Era bastante frecuente en aquellos tiempos esa fanfarronería jactanciosa, y así puede verse en los tipos de los Taillebras y de los capitanes Matamoros, constantemente reproducidos por las obras cómicas del teatro de la época, y seguramente, a mi juicio, provocados por la irrupción victoriosa de la Gascuña en París.
Esta presunción ridícula se fue debilitando a medida que se extendía, y algunos años más tarde el barón Foeneste era ya una víctima muy débilmente atacada, pero mucho más cómica, y ya en la comedia del Monteur se mostró, en 1662, reducida a proporciones casi comunes.
Pero lo que al bueno de Eustaquio le llamaba más la atención en las costumbres del militar era una inclinación natural a tratarle a él como si fuese un pobre crío, burlándose de los rasgos poco afortunados de su cara, y, en resumen, a ponerle en ridículo delante de Javotte, cosa muy perjudicial en los primeros días de matrimonio, cuando el recién casado ha de establecer su prestigio asentándolo con pie firme y tomar sus posiciones para el porvenir; téngase en cuenta además que era muy fácil herir la vanidad, todavía flamante y empingorotada, de un hombre recién establecido, patentado y juramentado.

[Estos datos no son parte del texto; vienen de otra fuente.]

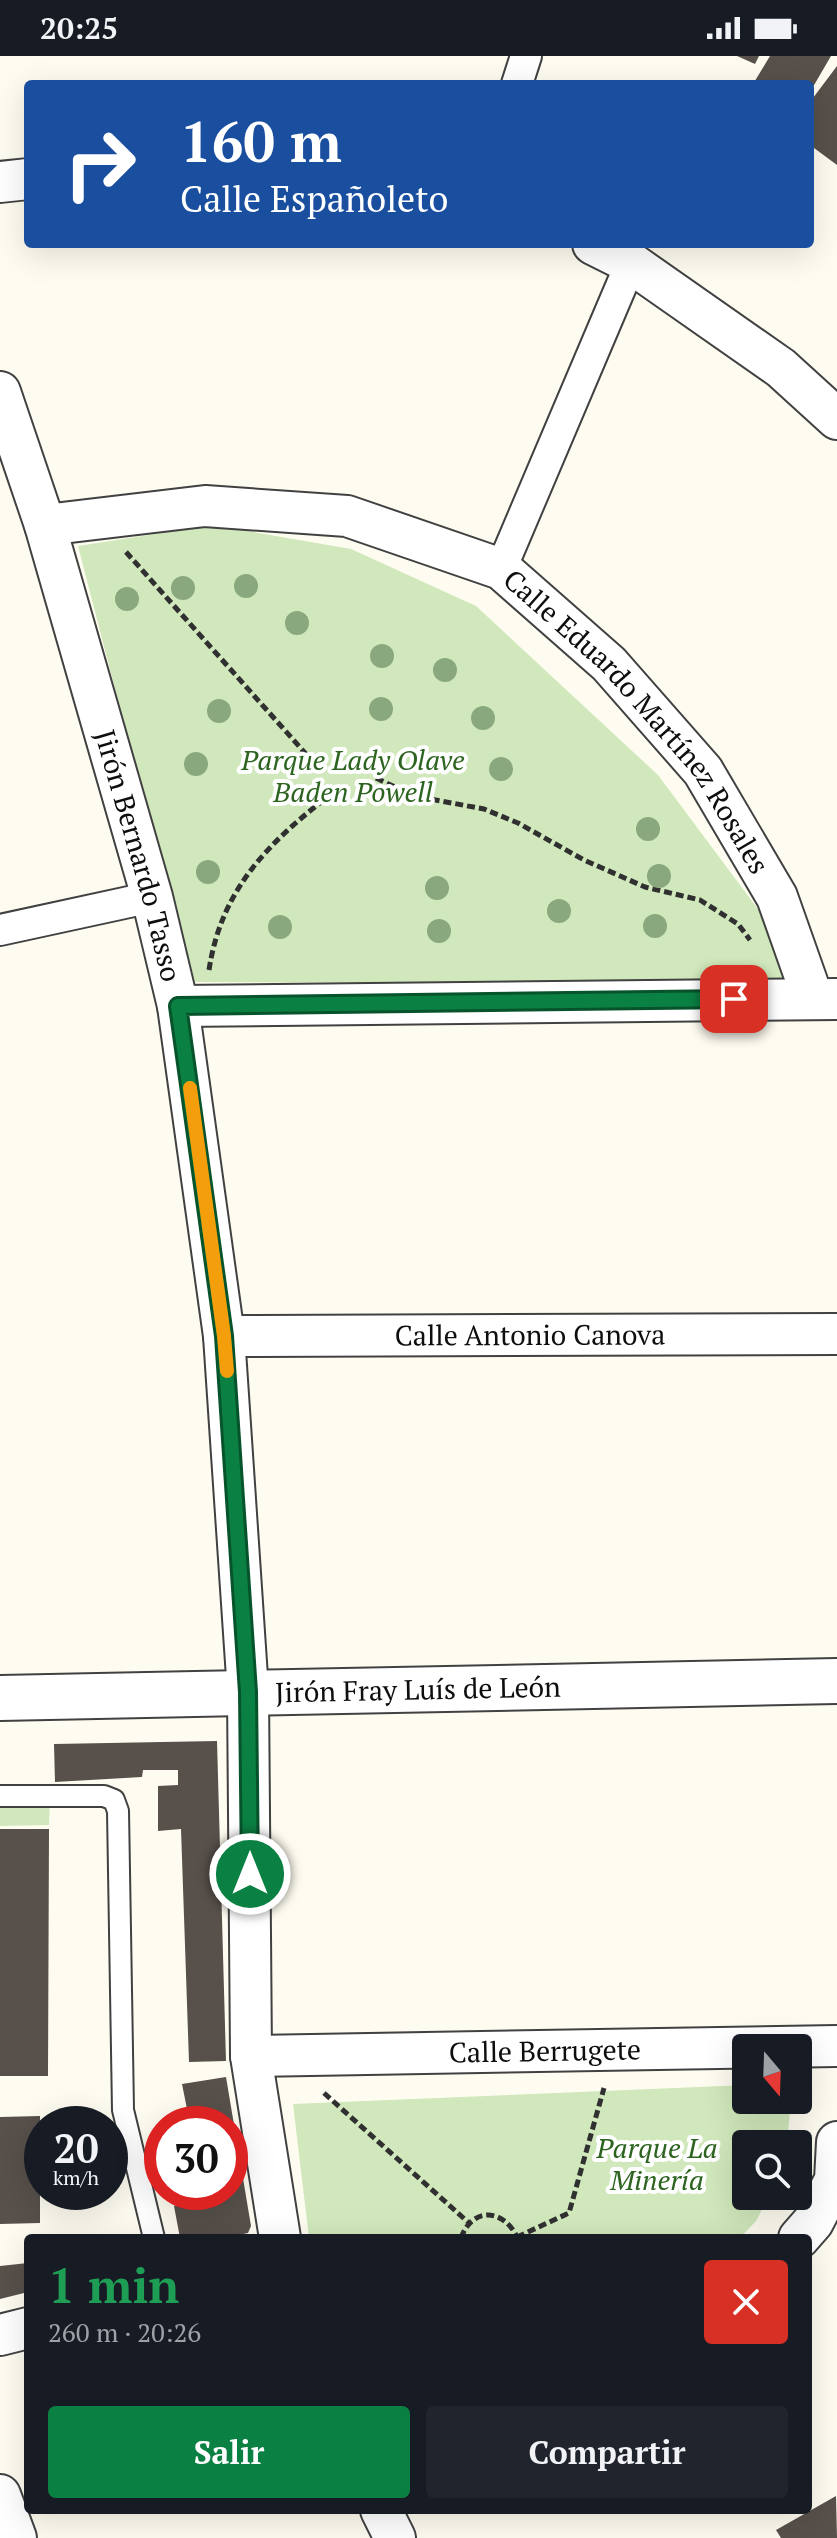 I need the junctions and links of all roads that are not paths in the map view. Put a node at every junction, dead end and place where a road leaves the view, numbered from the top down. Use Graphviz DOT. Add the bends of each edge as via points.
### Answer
graph roads {
  1 [pos="526,56"];
  2 [pos="518,80"];
  3 [pos="24,179"];
  4 [pos="0,182"];
  5 [pos="601,248"];
  6 [pos="631,263"];
  7 [pos="0,392"];
  8 [pos="837,419"];
  9 [pos="45,525"];
  10 [pos="501,569"];
  11 [pos="152,897"];
  12 [pos="0,930"];
  13 [pos="825,999"];
  14 [pos="191,1005"];
  15 [pos="837,1334"];
  16 [pos="224,1336"];
  17 [pos="837,1681"];
  18 [pos="248,1692"];
  19 [pos="0,1698"];
  20 [pos="0,1796"];
  21 [pos="837,2046"];
  22 [pos="266,2055"];
  23 [pos="837,2142"];
  24 [pos="153,2234"];
  25 [pos="280,2234"];
  26 [pos="802,2234"];
  27 [pos="24,2329"];
  28 [pos="0,2335"];
  29 [pos="0,2495"];
  30 [pos="383,2514"];
  31 [pos="16,2538"];
  32 [pos="395,2538"];
  1 -- 2 [label="street"];
  3 -- 4 [label="street"];
  5 -- 6 [label="street"];
  6 -- 8 [label="street" via="781,368"];
  6 -- 10 [label="street"];
  7 -- 9 [label="street, Jirón Bernardo Tasso"];
  9 -- 10 [label="street, Calle Eduardo Martínez Rosales" via="205,506 347,516"];
  9 -- 11 [label="street, Jirón Bernardo Tasso"];
  10 -- 13 [label="street, Calle Eduardo Martínez Rosales" via="609,664 703,771 777,897"];
  11 -- 12 [label="street"];
  11 -- 14 [label="street, Jirón Bernardo Tasso"];
  13 -- 14 [label="street"];
  14 -- 16 [label="street, Jirón Bernardo Tasso"];
  15 -- 16 [label="street, Calle Antonio Canova"];
  16 -- 18 [label="street, Jirón Bernardo Tasso"];
  17 -- 18 [label="street, Jirón Fray Luís de León"];
  18 -- 19 [label="street, Jirón Fray Luís de León"];
  18 -- 22 [label="street, Jirón Bernardo Tasso"];
  20 -- 24 [label="lane" via="104,1796 114,1800 118,1811 123,2110"];
  21 -- 22 [label="street, Calle Berrugete"];
  22 -- 25 [label="street, Jirón Bernardo Tasso"];
  23 -- 26 [label="street" via="835,2180"];
  27 -- 28 [label="street"];
  29 -- 31 [label="street"];
  30 -- 32 [label="street"];
}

No tardó en colmar la medida una nueva tribulación. Como Eustaquio iba a formar parte de la ronda gremial, y como no quería, al igual que el honrado maese Goubard, desempeñar su oficio vestido de burgués y con una alabarda de alquiler, se compró una espada de cazoleta que no tenía ya cazoleta, una celada y una loriga de cobre rojo que exigía ya el martillo de un calderero, y después de pasar tres días limpiándolas y bruñéndolas consiguió darles el brillo que antes no tenían; pero cuando, engalanado con tales armas, se puso a pasear orgullosamente por la tienda, preguntando si tenía mucha gracia para llevar la armadura, el arcabucero se echó a reír como si le hiciesen cosquillas en la planta de los pies y le aseguró que parecía ir vestido con la batería de cocina.